ML epistemics

Vincent W thoughts

What is the point of ML? What is it learning? Based on a fixed set of training data, learn to predict the label of unseen test data. They learn this by assuming this information is in a vacuum and nothing outside (unpredictable) can arise. Example: we assess data on bubblegum placement on shelves in a NYC CVS. Running a model, we can find there is a strong correlation between placement by cash register and purchase. Intuitively, this is nudged to be implemented in every branch. However, when the LA store does so, it finds that nothing really changed, and profit even decreased a bit. This is because we trained our machine on data on correlates in data, not on what would happen if you change things in the store. Because once you change the store, the “distribution” changes, and the model (trained on the previous distribution) breaks. Obviously, this is the classic Correlation ≠ Causation.

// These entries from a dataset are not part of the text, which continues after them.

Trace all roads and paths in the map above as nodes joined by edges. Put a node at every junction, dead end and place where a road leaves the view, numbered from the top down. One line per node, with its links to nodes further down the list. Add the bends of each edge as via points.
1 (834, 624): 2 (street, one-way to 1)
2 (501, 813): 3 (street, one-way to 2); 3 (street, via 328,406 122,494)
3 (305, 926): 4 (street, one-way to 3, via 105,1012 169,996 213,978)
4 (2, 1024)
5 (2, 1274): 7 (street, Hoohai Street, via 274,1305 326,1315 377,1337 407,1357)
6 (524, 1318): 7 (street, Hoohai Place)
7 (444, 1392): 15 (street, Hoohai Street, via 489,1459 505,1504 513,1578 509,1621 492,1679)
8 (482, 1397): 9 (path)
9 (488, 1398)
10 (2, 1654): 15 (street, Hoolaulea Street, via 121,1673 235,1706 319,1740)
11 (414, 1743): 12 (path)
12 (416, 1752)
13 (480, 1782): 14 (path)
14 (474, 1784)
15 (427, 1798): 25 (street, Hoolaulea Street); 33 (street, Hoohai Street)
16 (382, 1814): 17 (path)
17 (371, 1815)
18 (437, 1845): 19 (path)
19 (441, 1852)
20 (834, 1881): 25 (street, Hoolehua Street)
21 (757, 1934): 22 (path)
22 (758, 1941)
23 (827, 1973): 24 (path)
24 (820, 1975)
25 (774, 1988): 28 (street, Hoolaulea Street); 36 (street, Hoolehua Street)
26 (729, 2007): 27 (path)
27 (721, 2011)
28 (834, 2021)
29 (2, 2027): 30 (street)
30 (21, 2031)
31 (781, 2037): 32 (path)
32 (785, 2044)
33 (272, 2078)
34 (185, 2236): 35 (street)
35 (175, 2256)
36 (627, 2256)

We can not be selling these models based on “doing” that sounds plausible. We know in theory, they are not. Instead, we must rethink how to achieve causation through ML. Especially if much of the business model is rooted in changing behavior through correlates. If that is the point of ML, what should be learning then? Specifically, we must ask the question: What is the right success concept for causal discovery methods. This requires inductive inference. With Strong AI, we get guaranteed bounds on error over all possibilities deduced from a distribution. In causal inferences or counter-factual inferences we modify the system and extrapolate way beyond the data. So now here comes Socrates: What could it even be that you think you’re doing [with these algorithms]. So we must stop the “doing”, pause, and ask what would it be to do it? Aka “Why?”. And if you look at the gap in theory right now, you realize, we don’t even know.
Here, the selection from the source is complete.